PROBLEM TO WORK ON:
Every line that contains the word "place" is to be copied from the listing.

DATA FOR ANALYSIS:
.....
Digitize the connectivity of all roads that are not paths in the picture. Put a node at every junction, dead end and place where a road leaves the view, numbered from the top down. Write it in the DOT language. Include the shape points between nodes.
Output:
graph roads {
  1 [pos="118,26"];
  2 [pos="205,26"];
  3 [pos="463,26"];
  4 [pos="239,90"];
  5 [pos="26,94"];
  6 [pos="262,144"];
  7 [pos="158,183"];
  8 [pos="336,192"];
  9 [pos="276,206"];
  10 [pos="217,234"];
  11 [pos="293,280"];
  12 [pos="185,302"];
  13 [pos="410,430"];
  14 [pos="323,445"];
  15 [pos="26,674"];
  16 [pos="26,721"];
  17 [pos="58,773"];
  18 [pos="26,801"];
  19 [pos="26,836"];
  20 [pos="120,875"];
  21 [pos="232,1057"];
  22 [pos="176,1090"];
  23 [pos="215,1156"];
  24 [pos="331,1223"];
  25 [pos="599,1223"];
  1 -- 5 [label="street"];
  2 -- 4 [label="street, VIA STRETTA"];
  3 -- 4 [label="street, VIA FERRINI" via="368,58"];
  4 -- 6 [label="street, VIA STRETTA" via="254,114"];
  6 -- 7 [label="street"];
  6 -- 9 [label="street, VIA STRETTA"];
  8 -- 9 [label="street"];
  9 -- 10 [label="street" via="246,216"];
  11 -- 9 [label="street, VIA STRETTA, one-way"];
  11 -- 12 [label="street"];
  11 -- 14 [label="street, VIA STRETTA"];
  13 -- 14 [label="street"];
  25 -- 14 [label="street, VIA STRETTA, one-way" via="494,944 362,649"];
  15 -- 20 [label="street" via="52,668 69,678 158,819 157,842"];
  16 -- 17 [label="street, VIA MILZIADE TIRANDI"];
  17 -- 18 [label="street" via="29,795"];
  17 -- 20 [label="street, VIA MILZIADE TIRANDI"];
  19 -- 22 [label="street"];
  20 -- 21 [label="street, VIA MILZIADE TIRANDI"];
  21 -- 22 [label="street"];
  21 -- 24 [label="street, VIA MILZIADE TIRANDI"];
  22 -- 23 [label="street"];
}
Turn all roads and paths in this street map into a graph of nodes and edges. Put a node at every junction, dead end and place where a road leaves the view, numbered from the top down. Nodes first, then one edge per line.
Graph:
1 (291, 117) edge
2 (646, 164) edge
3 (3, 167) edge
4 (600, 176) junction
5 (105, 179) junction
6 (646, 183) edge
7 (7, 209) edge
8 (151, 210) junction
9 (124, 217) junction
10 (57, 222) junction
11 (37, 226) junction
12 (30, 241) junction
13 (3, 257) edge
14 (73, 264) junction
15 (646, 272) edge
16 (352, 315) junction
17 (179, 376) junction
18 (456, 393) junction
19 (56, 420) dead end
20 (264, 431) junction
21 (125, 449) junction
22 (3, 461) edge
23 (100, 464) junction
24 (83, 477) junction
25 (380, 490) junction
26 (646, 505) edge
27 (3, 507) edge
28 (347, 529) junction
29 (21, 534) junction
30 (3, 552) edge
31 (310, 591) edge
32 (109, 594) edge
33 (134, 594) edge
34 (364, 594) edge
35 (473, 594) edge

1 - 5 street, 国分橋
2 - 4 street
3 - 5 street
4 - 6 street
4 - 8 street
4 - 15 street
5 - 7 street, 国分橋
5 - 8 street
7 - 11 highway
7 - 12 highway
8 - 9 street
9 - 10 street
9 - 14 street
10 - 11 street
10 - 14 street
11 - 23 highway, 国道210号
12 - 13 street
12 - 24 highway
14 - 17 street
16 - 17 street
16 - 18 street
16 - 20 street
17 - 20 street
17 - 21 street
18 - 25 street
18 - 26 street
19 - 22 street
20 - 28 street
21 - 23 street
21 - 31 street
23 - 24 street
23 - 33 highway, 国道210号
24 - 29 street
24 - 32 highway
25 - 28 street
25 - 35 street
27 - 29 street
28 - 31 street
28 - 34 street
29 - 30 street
.....
RESPONSE BOX:
Digitize the connectivity of all roads that are not paths in the picture. Put a node at every junction, dead end and place where a road leaves the view, numbered from the top down. Write it in the DOT language. Include the shape points between nodes.
Turn all roads and paths in this street map into a graph of nodes and edges. Put a node at every junction, dead end and place where a road leaves the view, numbered from the top down. Nodes first, then one edge per line.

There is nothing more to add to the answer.